=== TASK STATEMENT ===
In the records below, the line containing "Which roads connect" is the first to keep. Retype it and all later lines exactly, through the end.

[Source data]
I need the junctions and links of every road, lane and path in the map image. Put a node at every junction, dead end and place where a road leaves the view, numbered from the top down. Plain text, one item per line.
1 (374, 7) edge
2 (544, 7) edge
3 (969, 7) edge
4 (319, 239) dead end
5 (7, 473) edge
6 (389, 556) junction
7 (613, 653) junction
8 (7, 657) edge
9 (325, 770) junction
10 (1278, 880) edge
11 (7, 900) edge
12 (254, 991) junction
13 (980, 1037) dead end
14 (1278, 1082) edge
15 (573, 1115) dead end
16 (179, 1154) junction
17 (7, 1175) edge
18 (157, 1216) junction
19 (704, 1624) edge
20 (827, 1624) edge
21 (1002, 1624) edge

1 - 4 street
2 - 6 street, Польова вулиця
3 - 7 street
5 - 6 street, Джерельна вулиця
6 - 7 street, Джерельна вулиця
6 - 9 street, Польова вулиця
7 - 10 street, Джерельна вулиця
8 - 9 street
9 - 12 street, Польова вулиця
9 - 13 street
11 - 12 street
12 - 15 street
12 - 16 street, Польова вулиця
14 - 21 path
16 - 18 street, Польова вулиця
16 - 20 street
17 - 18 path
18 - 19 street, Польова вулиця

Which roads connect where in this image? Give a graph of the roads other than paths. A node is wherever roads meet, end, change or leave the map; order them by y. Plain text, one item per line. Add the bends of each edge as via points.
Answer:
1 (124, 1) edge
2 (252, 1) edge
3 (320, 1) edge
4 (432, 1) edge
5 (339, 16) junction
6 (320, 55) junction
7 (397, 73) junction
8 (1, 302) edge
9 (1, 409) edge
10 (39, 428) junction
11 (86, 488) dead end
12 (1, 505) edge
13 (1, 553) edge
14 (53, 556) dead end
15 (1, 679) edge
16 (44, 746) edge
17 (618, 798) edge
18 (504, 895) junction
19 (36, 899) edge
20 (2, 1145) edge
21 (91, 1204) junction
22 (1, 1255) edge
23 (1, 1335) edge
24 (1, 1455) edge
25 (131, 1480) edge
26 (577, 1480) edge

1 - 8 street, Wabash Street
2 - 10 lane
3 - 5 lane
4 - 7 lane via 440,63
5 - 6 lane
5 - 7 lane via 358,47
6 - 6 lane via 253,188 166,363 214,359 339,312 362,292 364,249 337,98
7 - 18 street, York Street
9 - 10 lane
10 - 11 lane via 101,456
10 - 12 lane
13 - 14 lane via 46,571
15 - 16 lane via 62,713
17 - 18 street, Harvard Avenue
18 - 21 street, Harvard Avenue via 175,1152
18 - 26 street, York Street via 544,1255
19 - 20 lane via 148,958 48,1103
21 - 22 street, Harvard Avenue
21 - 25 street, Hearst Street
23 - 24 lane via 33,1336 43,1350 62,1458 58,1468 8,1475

=== RESULT FOR THIS EXERCISE ===
Which roads connect where in this image? Give a graph of the roads other than paths. A node is wherever roads meet, end, change or leave the map; order them by y. Plain text, one item per line. Add the bends of each edge as via points.
Answer:
1 (124, 1) edge
2 (252, 1) edge
3 (320, 1) edge
4 (432, 1) edge
5 (339, 16) junction
6 (320, 55) junction
7 (397, 73) junction
8 (1, 302) edge
9 (1, 409) edge
10 (39, 428) junction
11 (86, 488) dead end
12 (1, 505) edge
13 (1, 553) edge
14 (53, 556) dead end
15 (1, 679) edge
16 (44, 746) edge
17 (618, 798) edge
18 (504, 895) junction
19 (36, 899) edge
20 (2, 1145) edge
21 (91, 1204) junction
22 (1, 1255) edge
23 (1, 1335) edge
24 (1, 1455) edge
25 (131, 1480) edge
26 (577, 1480) edge

1 - 8 street, Wabash Street
2 - 10 lane
3 - 5 lane
4 - 7 lane via 440,63
5 - 6 lane
5 - 7 lane via 358,47
6 - 6 lane via 253,188 166,363 214,359 339,312 362,292 364,249 337,98
7 - 18 street, York Street
9 - 10 lane
10 - 11 lane via 101,456
10 - 12 lane
13 - 14 lane via 46,571
15 - 16 lane via 62,713
17 - 18 street, Harvard Avenue
18 - 21 street, Harvard Avenue via 175,1152
18 - 26 street, York Street via 544,1255
19 - 20 lane via 148,958 48,1103
21 - 22 street, Harvard Avenue
21 - 25 street, Hearst Street
23 - 24 lane via 33,1336 43,1350 62,1458 58,1468 8,1475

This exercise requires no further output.